Kitap Festivalinin beni en çok etkileyen yanlarından biri de öğrencilerin kitaplara büyük ilgi göstermesi. Öğretmenler hiç üşenmemişler, öğrencilerini gruplar halinde sergi salonuna getirmişler, hep birlikte stantları dolaşıyorlar. Yalnızca bu da değil, ülkenin önde gelen yazarları, aydınları, şairleri, hatta politikanın öne çıkan isimleri, milletvekilleri, bakanlar aynı duygudaşlıkla festivalin açılışını gerçekleştirmek için oradaydılar. Bu birliktelikle, bu bütünleşmiş ruh ve duygu yapısıyla Azerbaycan’ın yakın gelecekte dünyanın öne çıkan ülkelerinden biri olacağını düşünüyorum. Çünkü okuyorlar, eğitimin önemine inanıyorlar.

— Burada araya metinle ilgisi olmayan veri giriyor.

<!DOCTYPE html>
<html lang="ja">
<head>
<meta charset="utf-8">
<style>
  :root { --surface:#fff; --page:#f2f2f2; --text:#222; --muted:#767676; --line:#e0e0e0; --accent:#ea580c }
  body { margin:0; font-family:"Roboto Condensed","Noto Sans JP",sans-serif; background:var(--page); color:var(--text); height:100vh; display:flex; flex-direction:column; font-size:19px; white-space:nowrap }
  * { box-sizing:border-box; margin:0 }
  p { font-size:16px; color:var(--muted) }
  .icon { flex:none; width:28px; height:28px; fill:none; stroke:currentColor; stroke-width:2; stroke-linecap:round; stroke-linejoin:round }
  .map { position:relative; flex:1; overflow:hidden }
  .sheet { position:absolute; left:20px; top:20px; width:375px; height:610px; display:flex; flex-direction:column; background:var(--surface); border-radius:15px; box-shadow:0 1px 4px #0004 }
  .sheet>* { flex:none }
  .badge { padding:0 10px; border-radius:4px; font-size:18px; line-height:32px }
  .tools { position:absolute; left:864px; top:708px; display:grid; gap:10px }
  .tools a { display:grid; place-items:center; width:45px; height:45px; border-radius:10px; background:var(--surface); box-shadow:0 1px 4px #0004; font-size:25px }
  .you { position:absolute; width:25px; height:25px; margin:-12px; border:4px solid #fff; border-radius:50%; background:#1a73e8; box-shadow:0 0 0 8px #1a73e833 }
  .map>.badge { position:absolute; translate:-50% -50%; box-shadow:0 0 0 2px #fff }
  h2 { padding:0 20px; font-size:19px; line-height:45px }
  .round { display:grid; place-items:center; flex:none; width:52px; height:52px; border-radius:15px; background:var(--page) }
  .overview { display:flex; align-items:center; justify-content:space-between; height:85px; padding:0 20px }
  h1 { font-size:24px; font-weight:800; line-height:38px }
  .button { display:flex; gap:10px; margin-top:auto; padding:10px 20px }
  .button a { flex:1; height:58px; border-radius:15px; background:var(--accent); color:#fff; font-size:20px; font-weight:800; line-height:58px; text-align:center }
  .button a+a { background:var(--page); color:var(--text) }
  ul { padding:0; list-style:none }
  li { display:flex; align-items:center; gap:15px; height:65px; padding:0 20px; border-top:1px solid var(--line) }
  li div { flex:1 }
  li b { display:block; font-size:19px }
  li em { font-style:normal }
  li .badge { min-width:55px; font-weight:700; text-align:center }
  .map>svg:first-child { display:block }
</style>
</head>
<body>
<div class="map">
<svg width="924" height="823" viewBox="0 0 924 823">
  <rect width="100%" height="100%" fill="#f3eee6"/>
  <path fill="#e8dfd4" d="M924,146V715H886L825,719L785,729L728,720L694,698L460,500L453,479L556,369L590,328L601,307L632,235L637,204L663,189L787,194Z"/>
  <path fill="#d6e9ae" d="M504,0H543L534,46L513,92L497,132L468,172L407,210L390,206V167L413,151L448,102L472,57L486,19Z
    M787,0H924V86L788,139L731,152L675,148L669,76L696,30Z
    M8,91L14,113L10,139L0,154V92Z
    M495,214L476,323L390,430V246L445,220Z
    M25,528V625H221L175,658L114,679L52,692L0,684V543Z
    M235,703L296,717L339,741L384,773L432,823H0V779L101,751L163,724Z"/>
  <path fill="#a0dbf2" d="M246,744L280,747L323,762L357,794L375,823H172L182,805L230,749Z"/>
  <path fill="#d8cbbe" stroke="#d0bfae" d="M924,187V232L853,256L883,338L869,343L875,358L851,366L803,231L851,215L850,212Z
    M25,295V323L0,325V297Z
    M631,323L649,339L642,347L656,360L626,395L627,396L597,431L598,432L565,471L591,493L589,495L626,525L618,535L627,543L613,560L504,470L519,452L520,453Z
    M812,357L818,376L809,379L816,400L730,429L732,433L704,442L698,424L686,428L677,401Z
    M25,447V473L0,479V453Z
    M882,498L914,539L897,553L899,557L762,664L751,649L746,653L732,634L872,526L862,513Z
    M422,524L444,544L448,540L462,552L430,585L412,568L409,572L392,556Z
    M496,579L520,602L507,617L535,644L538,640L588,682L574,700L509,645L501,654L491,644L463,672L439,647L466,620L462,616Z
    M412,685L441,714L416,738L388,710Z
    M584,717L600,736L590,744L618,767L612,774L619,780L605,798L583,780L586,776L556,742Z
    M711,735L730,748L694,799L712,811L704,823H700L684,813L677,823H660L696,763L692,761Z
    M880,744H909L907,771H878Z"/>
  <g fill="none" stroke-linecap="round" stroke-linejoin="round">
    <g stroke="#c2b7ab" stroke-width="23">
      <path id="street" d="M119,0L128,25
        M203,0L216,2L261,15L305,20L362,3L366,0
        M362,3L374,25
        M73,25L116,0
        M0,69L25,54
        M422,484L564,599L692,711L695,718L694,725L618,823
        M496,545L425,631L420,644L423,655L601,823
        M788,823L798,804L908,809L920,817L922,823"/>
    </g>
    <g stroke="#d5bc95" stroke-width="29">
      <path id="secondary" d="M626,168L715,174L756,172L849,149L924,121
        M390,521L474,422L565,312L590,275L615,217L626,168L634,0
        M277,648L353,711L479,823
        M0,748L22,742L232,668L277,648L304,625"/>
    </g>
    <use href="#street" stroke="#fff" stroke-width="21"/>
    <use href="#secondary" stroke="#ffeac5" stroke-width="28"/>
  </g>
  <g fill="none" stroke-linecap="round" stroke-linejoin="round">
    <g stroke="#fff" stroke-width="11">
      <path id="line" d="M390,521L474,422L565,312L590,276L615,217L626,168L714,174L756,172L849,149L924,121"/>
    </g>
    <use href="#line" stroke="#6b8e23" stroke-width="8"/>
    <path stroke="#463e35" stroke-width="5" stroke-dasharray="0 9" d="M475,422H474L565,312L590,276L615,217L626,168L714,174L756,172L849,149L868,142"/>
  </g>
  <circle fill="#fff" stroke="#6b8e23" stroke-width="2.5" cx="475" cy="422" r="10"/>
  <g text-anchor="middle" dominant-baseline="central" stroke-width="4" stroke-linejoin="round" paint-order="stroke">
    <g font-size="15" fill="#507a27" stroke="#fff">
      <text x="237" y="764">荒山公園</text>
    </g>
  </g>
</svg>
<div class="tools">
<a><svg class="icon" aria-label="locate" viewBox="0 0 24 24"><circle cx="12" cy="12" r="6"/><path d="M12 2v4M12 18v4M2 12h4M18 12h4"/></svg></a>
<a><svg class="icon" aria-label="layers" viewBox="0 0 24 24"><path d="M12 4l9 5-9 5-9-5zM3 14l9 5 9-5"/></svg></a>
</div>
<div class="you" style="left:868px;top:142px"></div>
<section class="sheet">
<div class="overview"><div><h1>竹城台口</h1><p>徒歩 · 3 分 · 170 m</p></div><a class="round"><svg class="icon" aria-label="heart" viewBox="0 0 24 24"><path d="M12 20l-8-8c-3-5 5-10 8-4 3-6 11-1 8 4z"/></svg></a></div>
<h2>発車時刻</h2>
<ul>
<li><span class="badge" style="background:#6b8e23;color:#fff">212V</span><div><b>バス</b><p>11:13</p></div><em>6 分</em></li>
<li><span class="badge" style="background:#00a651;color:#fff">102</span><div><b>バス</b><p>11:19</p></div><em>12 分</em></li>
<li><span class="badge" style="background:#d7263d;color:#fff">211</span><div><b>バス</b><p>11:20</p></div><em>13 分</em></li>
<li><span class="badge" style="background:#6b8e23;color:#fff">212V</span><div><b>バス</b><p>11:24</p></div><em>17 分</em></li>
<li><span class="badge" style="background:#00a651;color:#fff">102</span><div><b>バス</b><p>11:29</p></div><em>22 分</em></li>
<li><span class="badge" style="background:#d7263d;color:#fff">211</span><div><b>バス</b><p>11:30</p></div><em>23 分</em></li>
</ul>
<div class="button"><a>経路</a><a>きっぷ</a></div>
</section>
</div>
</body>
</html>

Azerbaycanlı çocuklar, gençler okumaya hevesliler. Stantları dolaşırken birkaçıyla söyleşme olanağı buldum. Hangi kitapları okuduklarını sorduğumda dünya klasiklerinden pek çok yazar adı saydılar. Gerçekten çok etkilendim. Eğer istenirse, yapılır. Dijital teknolojiler, akıllı telefonlar vs. hiçbir şey okumamanın bahanesi olamaz. Bakü’deki kitap festivalinde tanık oldum çocukların kitaplarla aşkına, gençlerin kitap coşkusuna. Önemli olan şey, çocukların, gençlerin doğru yönlendirilmesi. Festivalde yaptığım açılış konuşmasında bu noktalara ben de vurgu yaptım. Kültür Bakanlığının davetiyle böylesine anlamlı bir organizasyonda yer almak ve Azerbaycanlı kardeşlerimin coşkularını paylaşmak benim için de büyük bir fırsat ve mutluluk oldu.